The morning after

Since we have talked about infusions a lot and I try to let everyone know when infusion Monday is I thought it would be important to mention the day after, more importantly the morning after.

Infusions have become routine.  Emily only says "ow" during the IV stick and she rarely cries.  So I can say without a doubt she is a tough cookie.  It's the morning after that causes us grief.  All these pokes and pricks and medicines can take an emotional toll on everyone, but especially Emily.  She is not herself a lot of the time thanks to Prednisone and infusions can really drain her physically and emotionally.  The morning after an infusion is where we see it.  She doesn't want to get up, she doesn't want to get dressed, eat, take her medicine or go to school.  She just wants to lie in bed.  I can't say I blame her.  We are suppressing her immune system, pulling her out of school early, imprisoning her in a hospital bed for hours and then have the nerve to make her go to bed a couple hours after we get home. 

I will blame this all on adjustment.  It's not an easy thing to adjust to, her body needs the infusions because by Friday night she'll have a rash again and soon after joints will hurt and it will be hard to get up in the morning because she is stiff and feeling yucky.  The problem is we get used to getting better after going to the doctor.  We take some antibiotics or other form of medicine for two weeks, sometimes go in for a follow up and then we recover and get on with our lives.

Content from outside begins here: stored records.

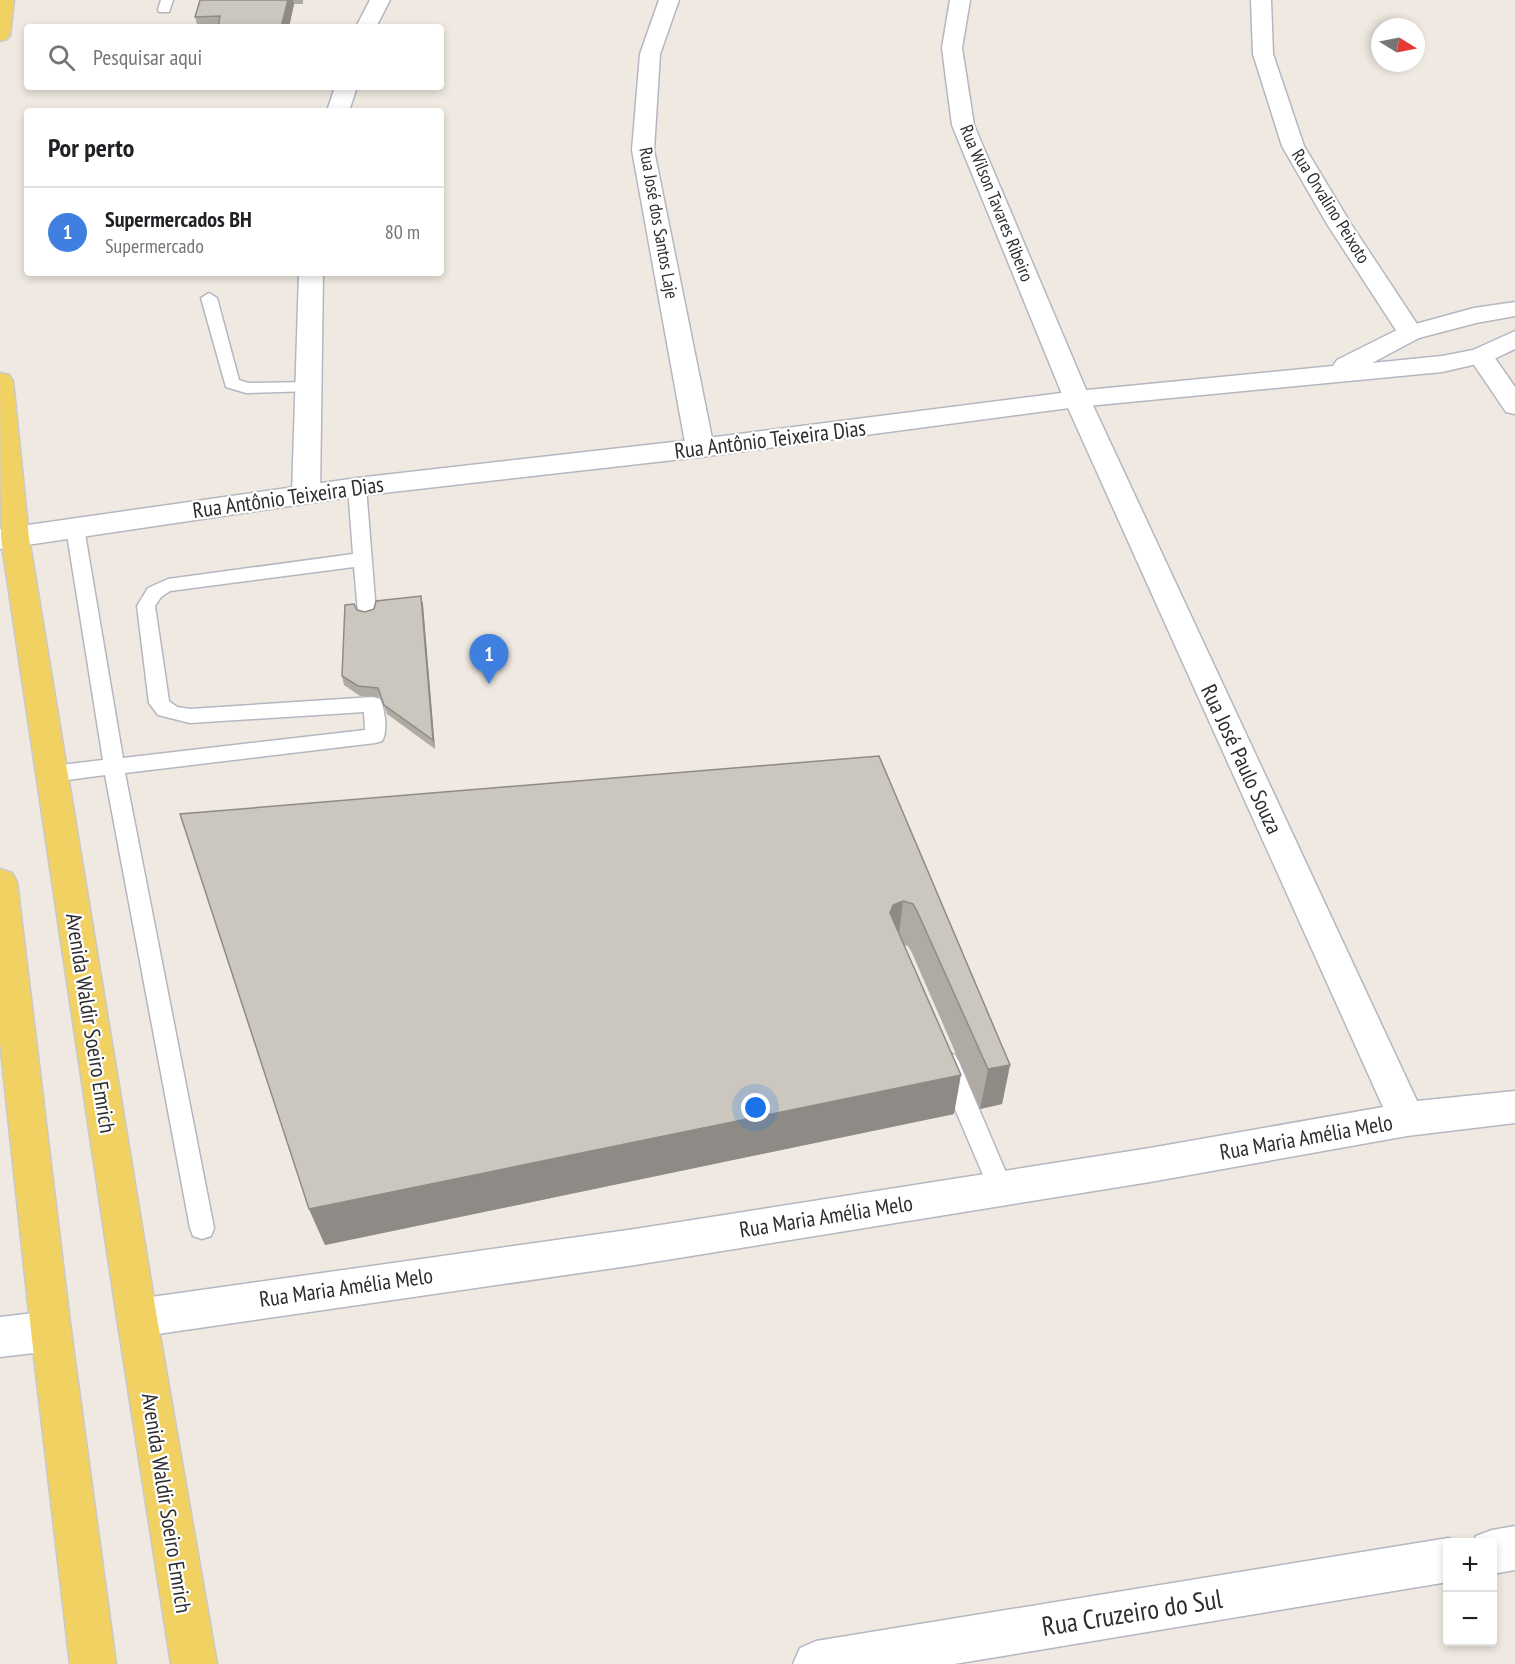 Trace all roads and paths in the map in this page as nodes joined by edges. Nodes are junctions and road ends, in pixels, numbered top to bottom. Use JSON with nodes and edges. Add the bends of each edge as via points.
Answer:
{"nodes":[{"id":1,"x":4,"y":0,"type":"edge"},
{"id":2,"x":380,"y":0,"type":"edge"},
{"id":3,"x":669,"y":0,"type":"edge"},
{"id":4,"x":960,"y":0,"type":"edge"},
{"id":5,"x":1262,"y":0,"type":"edge"},
{"id":6,"x":368,"y":24,"type":"edge"},
{"id":7,"x":0,"y":35,"type":"edge"},
{"id":8,"x":345,"y":90,"type":"edge"},
{"id":9,"x":339,"y":108,"type":"edge"},
{"id":10,"x":311,"y":276,"type":"edge"},
{"id":11,"x":209,"y":298,"type":"dead end"},
{"id":12,"x":1515,"y":309,"type":"edge"},
{"id":13,"x":1474,"y":316,"type":"junction"},
{"id":14,"x":1410,"y":333,"type":"junction"},
{"id":15,"x":1512,"y":342,"type":"edge"},
{"id":16,"x":1481,"y":356,"type":"junction"},
{"id":17,"x":1442,"y":364,"type":"junction"},
{"id":18,"x":1331,"y":374,"type":"junction"},
{"id":19,"x":0,"y":381,"type":"edge"},
{"id":20,"x":308,"y":387,"type":"junction"},
{"id":21,"x":1077,"y":399,"type":"junction"},
{"id":22,"x":1515,"y":406,"type":"edge"},
{"id":23,"x":700,"y":448,"type":"junction"},
{"id":24,"x":357,"y":487,"type":"junction"},
{"id":25,"x":306,"y":495,"type":"junction"},
{"id":26,"x":75,"y":528,"type":"junction"},
{"id":27,"x":8,"y":539,"type":"edge"},
{"id":28,"x":364,"y":559,"type":"junction"},
{"id":29,"x":367,"y":612,"type":"edge"},
{"id":30,"x":114,"y":768,"type":"junction"},
{"id":31,"x":52,"y":774,"type":"junction"},
{"id":32,"x":0,"y":882,"type":"edge"},
{"id":33,"x":938,"y":1041,"type":"edge"},
{"id":34,"x":1515,"y":1107,"type":"edge"},
{"id":35,"x":1407,"y":1119,"type":"junction"},
{"id":36,"x":1001,"y":1189,"type":"junction"},
{"id":37,"x":202,"y":1228,"type":"dead end"},
{"id":38,"x":137,"y":1318,"type":"junction"},
{"id":39,"x":51,"y":1331,"type":"junction"},
{"id":40,"x":0,"y":1337,"type":"edge"},
{"id":41,"x":1515,"y":1548,"type":"edge"},
{"id":42,"x":1497,"y":1551,"type":"edge"},
{"id":43,"x":1443,"y":1561,"type":"edge"},
{"id":44,"x":93,"y":1664,"type":"edge"},
{"id":45,"x":194,"y":1664,"type":"edge"},
{"id":46,"x":816,"y":1664,"type":"edge"}],
"edges":[{"from":1,"to":7,"type":"main road"},
{"from":2,"to":6,"type":"street"},
{"from":3,"to":23,"type":"street","name":"Rua José dos Santos Laje","via":[[650,54],[643,150]]},
{"from":4,"to":21,"type":"street","name":"Rua Wilson Tavares Ribeiro","via":[[952,48],[963,125]]},
{"from":5,"to":14,"type":"street","name":"Rua Orvalino Peixoto","via":[[1263,54],[1293,146]]},
{"from":8,"to":9,"type":"street"},
{"from":10,"to":20,"type":"street"},
{"from":11,"to":20,"type":"lane","via":[[232,383],[246,388]]},
{"from":12,"to":13,"type":"street","name":"Rua Antônio Teixeira Dias"},
{"from":13,"to":14,"type":"street","name":"Rua Antônio Teixeira Dias"},
{"from":13,"to":15,"type":"street","via":[[1494,325]]},
{"from":14,"to":17,"type":"street","name":"Rua Orvalino Peixoto","via":[[1417,352]]},
{"from":14,"to":18,"type":"street","name":"Rua Antônio Teixeira Dias"},
{"from":15,"to":16,"type":"street"},
{"from":16,"to":17,"type":"street"},
{"from":16,"to":22,"type":"street"},
{"from":17,"to":18,"type":"street"},
{"from":18,"to":21,"type":"street","name":"Rua Antônio Teixeira Dias"},
{"from":19,"to":27,"type":"main road","name":"Avenida Waldir Soeiro Emrich"},
{"from":20,"to":25,"type":"street"},
{"from":21,"to":23,"type":"street","name":"Rua Antônio Teixeira Dias"},
{"from":21,"to":35,"type":"street","name":"Rua José Paulo Souza"},
{"from":23,"to":24,"type":"street","name":"Rua Antônio Teixeira Dias"},
{"from":24,"to":25,"type":"street","name":"Rua Antônio Teixeira Dias"},
{"from":24,"to":28,"type":"lane"},
{"from":25,"to":26,"type":"street","name":"Rua Antônio Teixeira Dias"},
{"from":26,"to":27,"type":"street","name":"Rua Antônio Teixeira Dias"},
{"from":26,"to":30,"type":"lane"},
{"from":27,"to":31,"type":"main road","name":"Avenida Waldir Soeiro Emrich"},
{"from":28,"to":29,"type":"lane"},
{"from":28,"to":30,"type":"lane","via":[[168,585],[157,589],[146,606],[159,703],[164,710],[190,716],[373,704],[375,736]]},
{"from":30,"to":31,"type":"lane"},
{"from":30,"to":37,"type":"lane"},
{"from":31,"to":38,"type":"main road","name":"Avenida Waldir Soeiro Emrich"},
{"from":32,"to":39,"type":"main road"},
{"from":33,"to":36,"type":"lane"},
{"from":34,"to":35,"type":"street","name":"Rua Maria Amélia Melo"},
{"from":35,"to":36,"type":"street","name":"Rua Maria Amélia Melo"},
{"from":36,"to":38,"type":"street","name":"Rua Maria Amélia Melo","via":[[635,1247]]},
{"from":38,"to":45,"type":"main road","name":"Avenida Waldir Soeiro Emrich"},
{"from":39,"to":40,"type":"street"},
{"from":39,"to":44,"type":"main road"},
{"from":41,"to":42,"type":"street"},
{"from":43,"to":46,"type":"street","name":"Rua Cruzeiro do Sul"}]}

I think this is when not having a cure really hits home.  Emily wants to know when she will be done with infusions and medicine and I have no answer for her.  I wish I could say there were only two more, but it's a steep climb for her.  Some children respond immediately and are off steroids and doing fewer infusions and some, like Emily, still have elevated white blood cell counts and rashes and joint pain and there doesn't seem to be a light showing an end to the SOJIA tunnel. 

Tomorrow morning things will be back to normal and we'll be assuring Emily she doesn't have another infusion for another week.  Then infusion Monday arrives and we start all over again.

These children deal with a lot.  We are blessed though; Emily is in school (most infusion center children are not able to go to school because they are on lots of chemotherapy and dealing with cancer), Emily is happy and relatively healthy.  It could be better, but it could be a lot worse.  For now I am happy to keep the status quo because I fear if I start longing for better I may actually get the worse and four hours every other Monday is no problem when compared to being a patient in the hospital or having an empty bed with no six year old to wake up grumpy in.